As someone born in the '70s, I found The Ghostwriter not only compelling but eerily familiar in its atmosphere and emotional undercurrents. There’s a certain grainy quality to the storytelling that reminded me of old home movies and newsprint headlines—those echoes of a time when secrets lived in the walls and families kept them there, quietly and indefinitely.

This novel doesn’t rush. Like the stories we grew up with—ones told around the dinner table or heard through slightly ajar doors—it unfolds deliberately, layered with meaning and anchored in memory. Though it’s marketed as a mystery, Julia Clark delivers something far more introspective: a story that meditates on grief, fractured relationships, and the ways truth can shift over time.

At the center is Olivia Dumont, a ghostwriter who’s made a career of speaking for others while keeping her own past buried. When her estranged father—Vincent Taylor, a horror novelist whose fame was shadowed by family tragedy—asks her to write his final book, Olivia returns to a place filled with echoes of her childhood. What follows is both a search for answers and a reckoning with the silence that shaped her life.

The novel's dual timeline—moving between present-day interviews and the events leading up to the tragic deaths of Vincent’s siblings decades ago—creates a structure that feels like peeling back layers of wallpaper in an old house. You sense something buried underneath, but you’re never quite sure what until the end. I appreciated that the narrative didn’t offer easy answers; instead, it let me sit with the ambiguity and piece things together, the way we often do when reflecting on our own pasts.

The depiction of Lewy body dementia hit especially close to home. I’ve watched a loved one lose themselves to this disease (my grandfather) and Clark’s treatment of it was sensitive, painful, and beautifully authentic. Those moments added an emotional weight to the story that made it feel incredibly real.

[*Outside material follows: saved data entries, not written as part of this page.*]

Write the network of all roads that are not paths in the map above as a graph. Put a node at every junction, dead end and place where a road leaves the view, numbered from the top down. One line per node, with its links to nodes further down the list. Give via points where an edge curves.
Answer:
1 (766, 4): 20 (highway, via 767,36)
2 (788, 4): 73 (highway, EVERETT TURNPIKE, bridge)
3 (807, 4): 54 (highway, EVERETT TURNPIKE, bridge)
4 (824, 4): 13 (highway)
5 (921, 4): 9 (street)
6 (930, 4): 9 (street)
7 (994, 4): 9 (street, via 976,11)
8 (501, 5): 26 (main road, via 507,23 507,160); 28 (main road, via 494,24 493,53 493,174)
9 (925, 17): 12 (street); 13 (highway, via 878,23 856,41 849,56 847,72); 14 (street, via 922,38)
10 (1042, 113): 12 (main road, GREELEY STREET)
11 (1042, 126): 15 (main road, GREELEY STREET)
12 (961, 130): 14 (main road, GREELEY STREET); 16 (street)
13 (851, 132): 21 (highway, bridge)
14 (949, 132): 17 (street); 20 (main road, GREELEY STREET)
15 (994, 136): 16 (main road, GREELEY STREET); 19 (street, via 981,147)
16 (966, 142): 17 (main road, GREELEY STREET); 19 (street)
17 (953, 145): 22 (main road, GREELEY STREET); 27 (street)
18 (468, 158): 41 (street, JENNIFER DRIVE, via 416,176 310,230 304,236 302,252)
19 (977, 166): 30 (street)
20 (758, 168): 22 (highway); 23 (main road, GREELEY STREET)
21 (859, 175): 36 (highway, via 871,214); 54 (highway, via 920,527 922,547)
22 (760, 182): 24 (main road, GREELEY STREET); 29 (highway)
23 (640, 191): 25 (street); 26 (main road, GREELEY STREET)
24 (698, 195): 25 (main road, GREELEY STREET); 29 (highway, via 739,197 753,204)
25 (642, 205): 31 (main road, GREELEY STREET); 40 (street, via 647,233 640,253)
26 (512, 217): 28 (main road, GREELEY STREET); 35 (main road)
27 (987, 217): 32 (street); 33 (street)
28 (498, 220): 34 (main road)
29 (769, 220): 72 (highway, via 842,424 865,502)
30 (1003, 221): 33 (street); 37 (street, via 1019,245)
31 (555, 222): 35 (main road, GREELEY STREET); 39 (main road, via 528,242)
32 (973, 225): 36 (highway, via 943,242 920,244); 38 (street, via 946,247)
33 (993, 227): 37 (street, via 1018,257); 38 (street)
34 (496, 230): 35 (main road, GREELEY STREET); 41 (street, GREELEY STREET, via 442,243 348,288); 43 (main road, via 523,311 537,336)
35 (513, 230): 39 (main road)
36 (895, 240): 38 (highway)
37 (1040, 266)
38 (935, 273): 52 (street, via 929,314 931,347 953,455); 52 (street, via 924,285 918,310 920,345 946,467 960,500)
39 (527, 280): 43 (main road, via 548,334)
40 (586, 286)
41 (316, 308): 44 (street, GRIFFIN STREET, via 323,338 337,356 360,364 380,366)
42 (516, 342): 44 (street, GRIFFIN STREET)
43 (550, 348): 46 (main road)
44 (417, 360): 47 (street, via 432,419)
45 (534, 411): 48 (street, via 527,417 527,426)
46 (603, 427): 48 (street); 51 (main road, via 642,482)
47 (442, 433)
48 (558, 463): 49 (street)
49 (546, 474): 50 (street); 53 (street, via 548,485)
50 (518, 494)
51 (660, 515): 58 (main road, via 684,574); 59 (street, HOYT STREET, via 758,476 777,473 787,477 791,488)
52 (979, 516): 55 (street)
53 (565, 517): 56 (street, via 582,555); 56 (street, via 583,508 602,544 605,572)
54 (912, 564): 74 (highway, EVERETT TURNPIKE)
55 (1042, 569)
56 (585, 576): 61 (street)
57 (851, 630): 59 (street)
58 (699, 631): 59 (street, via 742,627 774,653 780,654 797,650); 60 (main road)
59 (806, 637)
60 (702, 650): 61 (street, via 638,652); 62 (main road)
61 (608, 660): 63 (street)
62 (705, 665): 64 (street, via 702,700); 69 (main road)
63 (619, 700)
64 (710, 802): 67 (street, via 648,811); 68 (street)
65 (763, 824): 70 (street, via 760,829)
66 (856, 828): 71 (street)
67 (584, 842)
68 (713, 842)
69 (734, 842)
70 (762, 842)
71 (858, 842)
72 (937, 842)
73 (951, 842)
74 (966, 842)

While The Ghostwriter might be a departure from Clark’s more plot-driven works, this quieter, character-focused novel is a standout. It speaks to those of us who remember what it felt like to grow up in a time when certain things just weren’t talked about—and how powerful it can be to finally give voice to them.

A strong four-star read. Thoughtful, slow-burning, and full of emotional resonance—I recommend it to readers who value depth over flash and appreciate a story that lingers.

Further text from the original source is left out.